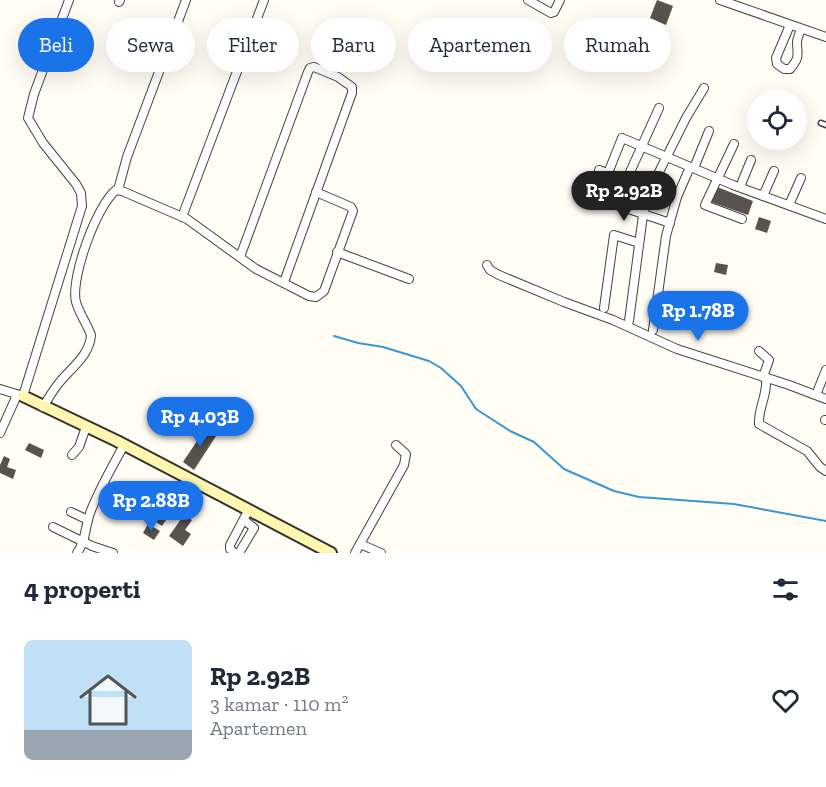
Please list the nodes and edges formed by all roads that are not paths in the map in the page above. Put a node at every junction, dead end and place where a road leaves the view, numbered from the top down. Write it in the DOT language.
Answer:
graph roads {
  1 [pos="69,0"];
  2 [pos="186,0"];
  3 [pos="264,0"];
  4 [pos="528,0"];
  5 [pos="560,0"];
  6 [pos="720,0"];
  7 [pos="790,25"];
  8 [pos="801,29"];
  9 [pos="826,37"];
  10 [pos="704,88"];
  11 [pos="659,108"];
  12 [pos="820,123"];
  13 [pos="826,125"];
  14 [pos="709,131"];
  15 [pos="734,144"];
  16 [pos="641,146"];
  17 [pos="667,157"];
  18 [pos="751,160"];
  19 [pos="692,167"];
  20 [pos="599,170"];
  21 [pos="774,171"];
  22 [pos="608,173"];
  23 [pos="717,178"];
  24 [pos="801,178"];
  25 [pos="626,181"];
  26 [pos="740,187"];
  27 [pos="118,190"];
  28 [pos="650,190"];
  29 [pos="316,192"];
  30 [pos="587,195"];
  31 [pos="763,196"];
  32 [pos="789,205"];
  33 [pos="643,215"];
  34 [pos="182,217"];
  35 [pos="742,219"];
  36 [pos="826,219"];
  37 [pos="670,223"];
  38 [pos="639,243"];
  39 [pos="337,252"];
  40 [pos="240,257"];
  41 [pos="487,265"];
  42 [pos="409,279"];
  43 [pos="284,282"];
  44 [pos="604,308"];
  45 [pos="629,321"];
  46 [pos="653,330"];
  47 [pos="759,351"];
  48 [pos="826,370"];
  49 [pos="764,378"];
  50 [pos="0,389"];
  51 [pos="20,395"];
  52 [pos="816,396"];
  53 [pos="826,399"];
  54 [pos="43,407"];
  55 [pos="86,428"];
  56 [pos="0,433"];
  57 [pos="124,445"];
  58 [pos="396,446"];
  59 [pos="72,455"];
  60 [pos="826,471"];
  61 [pos="71,512"];
  62 [pos="246,515"];
  63 [pos="88,520"];
  64 [pos="53,527"];
  65 [pos="83,542"];
  66 [pos="360,544"];
  67 [pos="317,550"];
  68 [pos="77,553"];
  69 [pos="113,553"];
  70 [pos="237,553"];
  71 [pos="331,553"];
  72 [pos="355,553"];
  73 [pos="381,553"];
  1 -- 51 [label="street"];
  2 -- 27 [label="street"];
  3 -- 34 [label="street"];
  4 -- 5 [label="street"];
  6 -- 7 [label="street"];
  7 -- 8 [label="street"];
  7 -- 8 [label="street"];
  8 -- 9 [label="street"];
  10 -- 17 [label="street"];
  11 -- 16 [label="street"];
  12 -- 13 [label="lane"];
  14 -- 19 [label="street"];
  15 -- 23 [label="street"];
  16 -- 17 [label="street"];
  16 -- 22 [label="street"];
  16 -- 25 [label="street"];
  17 -- 19 [label="street"];
  17 -- 28 [label="street"];
  18 -- 26 [label="street"];
  19 -- 23 [label="street"];
  19 -- 37 [label="street"];
  20 -- 22 [label="street"];
  21 -- 31 [label="street"];
  22 -- 25 [label="street"];
  23 -- 26 [label="street"];
  23 -- 35 [label="street"];
  24 -- 32 [label="street"];
  25 -- 28 [label="street"];
  26 -- 31 [label="street"];
  27 -- 34 [label="street"];
  27 -- 54 [label="street"];
  28 -- 33 [label="street"];
  29 -- 39 [label="street"];
  29 -- 40 [label="street"];
  29 -- 43 [label="street"];
  30 -- 33 [label="street"];
  31 -- 32 [label="street"];
  32 -- 36 [label="street"];
  33 -- 37 [label="street"];
  33 -- 38 [label="street"];
  34 -- 40 [label="street"];
  37 -- 46 [label="street"];
  38 -- 44 [label="street"];
  38 -- 45 [label="street"];
  39 -- 42 [label="street"];
  39 -- 43 [label="street"];
  40 -- 43 [label="street"];
  41 -- 49 [label="street"];
  47 -- 49 [label="street"];
  48 -- 52 [label="street"];
  49 -- 52 [label="street"];
  49 -- 60 [label="street"];
  50 -- 51 [label="street"];
  51 -- 54 [label="street"];
  51 -- 56 [label="street"];
  52 -- 53 [label="street"];
  54 -- 55 [label="street"];
  55 -- 57 [label="street"];
  55 -- 59 [label="street"];
  57 -- 62 [label="street"];
  57 -- 63 [label="street"];
  58 -- 66 [label="street"];
  61 -- 63 [label="street"];
  62 -- 67 [label="street"];
  62 -- 70 [label="street"];
  62 -- 70 [label="street"];
  63 -- 65 [label="street"];
  64 -- 65 [label="street"];
  65 -- 68 [label="street"];
  65 -- 69 [label="street"];
  66 -- 72 [label="street"];
  66 -- 73 [label="street"];
  67 -- 71 [label="street"];
}
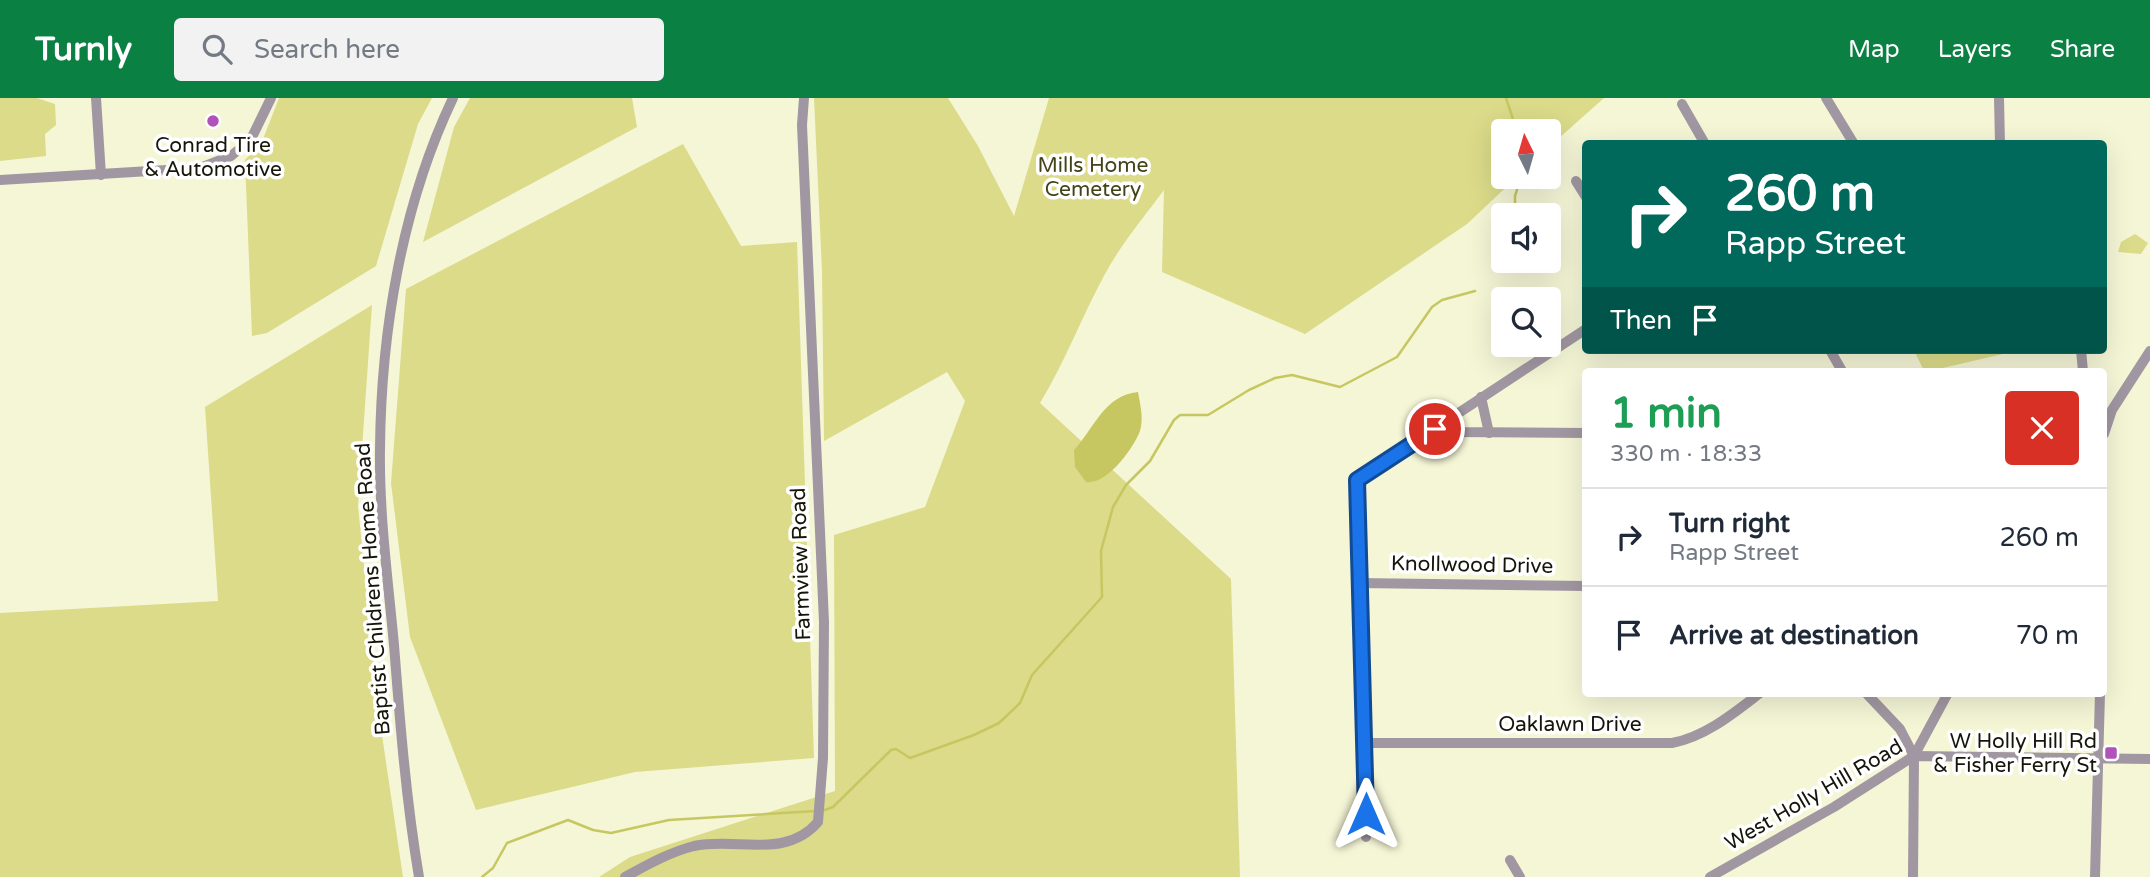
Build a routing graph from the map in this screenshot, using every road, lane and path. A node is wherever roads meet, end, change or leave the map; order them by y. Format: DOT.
graph roads {
  1 [pos="96,98"];
  2 [pos="271,98"];
  3 [pos="453,98"];
  4 [pos="804,98"];
  5 [pos="1826,98"];
  6 [pos="1999,98"];
  7 [pos="1682,104"];
  8 [pos="1703,140"];
  9 [pos="1852,140"];
  10 [pos="2000,140"];
  11 [pos="101,175"];
  12 [pos="0,180"];
  13 [pos="1576,181"];
  14 [pos="1582,191"];
  15 [pos="1582,332"];
  16 [pos="2150,351"];
  17 [pos="1481,397"];
  18 [pos="2107,425"];
  19 [pos="1435,429"];
  20 [pos="1489,433"];
  21 [pos="1582,433"];
  22 [pos="1358,583"];
  23 [pos="1582,586"];
  24 [pos="1755,697"];
  25 [pos="1870,697"];
  26 [pos="1946,697"];
  27 [pos="2100,697"];
  28 [pos="1366,743"];
  29 [pos="1914,756"];
  30 [pos="2098,759"];
  31 [pos="2150,759"];
  32 [pos="1366,837"];
  33 [pos="1510,860"];
  34 [pos="419,877"];
  35 [pos="625,877"];
  36 [pos="1520,877"];
  37 [pos="1710,877"];
  38 [pos="1913,877"];
  39 [pos="2095,877"];
  1 -- 11 [label="street"];
  2 -- 11 [label="street"];
  3 -- 34 [label="street, Baptist Childrens Home Road"];
  4 -- 35 [label="street, Farmview Road"];
  5 -- 9 [label="street"];
  6 -- 10 [label="street"];
  7 -- 8 [label="street"];
  11 -- 12 [label="street"];
  13 -- 14 [label="street"];
  15 -- 17 [label="street"];
  16 -- 18 [label="street"];
  17 -- 19 [label="street"];
  17 -- 20 [label="street"];
  19 -- 20 [label="street"];
  19 -- 22 [label="street"];
  20 -- 21 [label="street"];
  22 -- 23 [label="street, Knollwood Drive"];
  22 -- 28 [label="street"];
  24 -- 28 [label="street, Oaklawn Drive"];
  25 -- 29 [label="street"];
  26 -- 29 [label="street"];
  27 -- 30 [label="street"];
  28 -- 32 [label="street"];
  29 -- 30 [label="street, West Holly Hill Road"];
  29 -- 37 [label="street, West Holly Hill Road"];
  29 -- 38 [label="street"];
  30 -- 31 [label="street, West Holly Hill Road"];
  30 -- 39 [label="street"];
  33 -- 36 [label="street"];
}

• _Your task_: Wherever a picture appears, omit it; copy the rest of the data exactly.

• _Written response_:
Please list the nodes and edges formed by all roads that are not paths in the map in the page above. Put a node at every junction, dead end and place where a road leaves the view, numbered from the top down. Write it in the DOT language.
Answer:
graph roads {
  1 [pos="69,0"];
  2 [pos="186,0"];
  3 [pos="264,0"];
  4 [pos="528,0"];
  5 [pos="560,0"];
  6 [pos="720,0"];
  7 [pos="790,25"];
  8 [pos="801,29"];
  9 [pos="826,37"];
  10 [pos="704,88"];
  11 [pos="659,108"];
  12 [pos="820,123"];
  13 [pos="826,125"];
  14 [pos="709,131"];
  15 [pos="734,144"];
  16 [pos="641,146"];
  17 [pos="667,157"];
  18 [pos="751,160"];
  19 [pos="692,167"];
  20 [pos="599,170"];
  21 [pos="774,171"];
  22 [pos="608,173"];
  23 [pos="717,178"];
  24 [pos="801,178"];
  25 [pos="626,181"];
  26 [pos="740,187"];
  27 [pos="118,190"];
  28 [pos="650,190"];
  29 [pos="316,192"];
  30 [pos="587,195"];
  31 [pos="763,196"];
  32 [pos="789,205"];
  33 [pos="643,215"];
  34 [pos="182,217"];
  35 [pos="742,219"];
  36 [pos="826,219"];
  37 [pos="670,223"];
  38 [pos="639,243"];
  39 [pos="337,252"];
  40 [pos="240,257"];
  41 [pos="487,265"];
  42 [pos="409,279"];
  43 [pos="284,282"];
  44 [pos="604,308"];
  45 [pos="629,321"];
  46 [pos="653,330"];
  47 [pos="759,351"];
  48 [pos="826,370"];
  49 [pos="764,378"];
  50 [pos="0,389"];
  51 [pos="20,395"];
  52 [pos="816,396"];
  53 [pos="826,399"];
  54 [pos="43,407"];
  55 [pos="86,428"];
  56 [pos="0,433"];
  57 [pos="124,445"];
  58 [pos="396,446"];
  59 [pos="72,455"];
  60 [pos="826,471"];
  61 [pos="71,512"];
  62 [pos="246,515"];
  63 [pos="88,520"];
  64 [pos="53,527"];
  65 [pos="83,542"];
  66 [pos="360,544"];
  67 [pos="317,550"];
  68 [pos="77,553"];
  69 [pos="113,553"];
  70 [pos="237,553"];
  71 [pos="331,553"];
  72 [pos="355,553"];
  73 [pos="381,553"];
  1 -- 51 [label="street"];
  2 -- 27 [label="street"];
  3 -- 34 [label="street"];
  4 -- 5 [label="street"];
  6 -- 7 [label="street"];
  7 -- 8 [label="street"];
  7 -- 8 [label="street"];
  8 -- 9 [label="street"];
  10 -- 17 [label="street"];
  11 -- 16 [label="street"];
  12 -- 13 [label="lane"];
  14 -- 19 [label="street"];
  15 -- 23 [label="street"];
  16 -- 17 [label="street"];
  16 -- 22 [label="street"];
  16 -- 25 [label="street"];
  17 -- 19 [label="street"];
  17 -- 28 [label="street"];
  18 -- 26 [label="street"];
  19 -- 23 [label="street"];
  19 -- 37 [label="street"];
  20 -- 22 [label="street"];
  21 -- 31 [label="street"];
  22 -- 25 [label="street"];
  23 -- 26 [label="street"];
  23 -- 35 [label="street"];
  24 -- 32 [label="street"];
  25 -- 28 [label="street"];
  26 -- 31 [label="street"];
  27 -- 34 [label="street"];
  27 -- 54 [label="street"];
  28 -- 33 [label="street"];
  29 -- 39 [label="street"];
  29 -- 40 [label="street"];
  29 -- 43 [label="street"];
  30 -- 33 [label="street"];
  31 -- 32 [label="street"];
  32 -- 36 [label="street"];
  33 -- 37 [label="street"];
  33 -- 38 [label="street"];
  34 -- 40 [label="street"];
  37 -- 46 [label="street"];
  38 -- 44 [label="street"];
  38 -- 45 [label="street"];
  39 -- 42 [label="street"];
  39 -- 43 [label="street"];
  40 -- 43 [label="street"];
  41 -- 49 [label="street"];
  47 -- 49 [label="street"];
  48 -- 52 [label="street"];
  49 -- 52 [label="street"];
  49 -- 60 [label="street"];
  50 -- 51 [label="street"];
  51 -- 54 [label="street"];
  51 -- 56 [label="street"];
  52 -- 53 [label="street"];
  54 -- 55 [label="street"];
  55 -- 57 [label="street"];
  55 -- 59 [label="street"];
  57 -- 62 [label="street"];
  57 -- 63 [label="street"];
  58 -- 66 [label="street"];
  61 -- 63 [label="street"];
  62 -- 67 [label="street"];
  62 -- 70 [label="street"];
  62 -- 70 [label="street"];
  63 -- 65 [label="street"];
  64 -- 65 [label="street"];
  65 -- 68 [label="street"];
  65 -- 69 [label="street"];
  66 -- 72 [label="street"];
  66 -- 73 [label="street"];
  67 -- 71 [label="street"];
}
Build a routing graph from the map in this screenshot, using every road, lane and path. A node is wherever roads meet, end, change or leave the map; order them by y. Format: DOT.
graph roads {
  1 [pos="96,98"];
  2 [pos="271,98"];
  3 [pos="453,98"];
  4 [pos="804,98"];
  5 [pos="1826,98"];
  6 [pos="1999,98"];
  7 [pos="1682,104"];
  8 [pos="1703,140"];
  9 [pos="1852,140"];
  10 [pos="2000,140"];
  11 [pos="101,175"];
  12 [pos="0,180"];
  13 [pos="1576,181"];
  14 [pos="1582,191"];
  15 [pos="1582,332"];
  16 [pos="2150,351"];
  17 [pos="1481,397"];
  18 [pos="2107,425"];
  19 [pos="1435,429"];
  20 [pos="1489,433"];
  21 [pos="1582,433"];
  22 [pos="1358,583"];
  23 [pos="1582,586"];
  24 [pos="1755,697"];
  25 [pos="1870,697"];
  26 [pos="1946,697"];
  27 [pos="2100,697"];
  28 [pos="1366,743"];
  29 [pos="1914,756"];
  30 [pos="2098,759"];
  31 [pos="2150,759"];
  32 [pos="1366,837"];
  33 [pos="1510,860"];
  34 [pos="419,877"];
  35 [pos="625,877"];
  36 [pos="1520,877"];
  37 [pos="1710,877"];
  38 [pos="1913,877"];
  39 [pos="2095,877"];
  1 -- 11 [label="street"];
  2 -- 11 [label="street"];
  3 -- 34 [label="street, Baptist Childrens Home Road"];
  4 -- 35 [label="street, Farmview Road"];
  5 -- 9 [label="street"];
  6 -- 10 [label="street"];
  7 -- 8 [label="street"];
  11 -- 12 [label="street"];
  13 -- 14 [label="street"];
  15 -- 17 [label="street"];
  16 -- 18 [label="street"];
  17 -- 19 [label="street"];
  17 -- 20 [label="street"];
  19 -- 20 [label="street"];
  19 -- 22 [label="street"];
  20 -- 21 [label="street"];
  22 -- 23 [label="street, Knollwood Drive"];
  22 -- 28 [label="street"];
  24 -- 28 [label="street, Oaklawn Drive"];
  25 -- 29 [label="street"];
  26 -- 29 [label="street"];
  27 -- 30 [label="street"];
  28 -- 32 [label="street"];
  29 -- 30 [label="street, West Holly Hill Road"];
  29 -- 37 [label="street, West Holly Hill Road"];
  29 -- 38 [label="street"];
  30 -- 31 [label="street, West Holly Hill Road"];
  30 -- 39 [label="street"];
  33 -- 36 [label="street"];
}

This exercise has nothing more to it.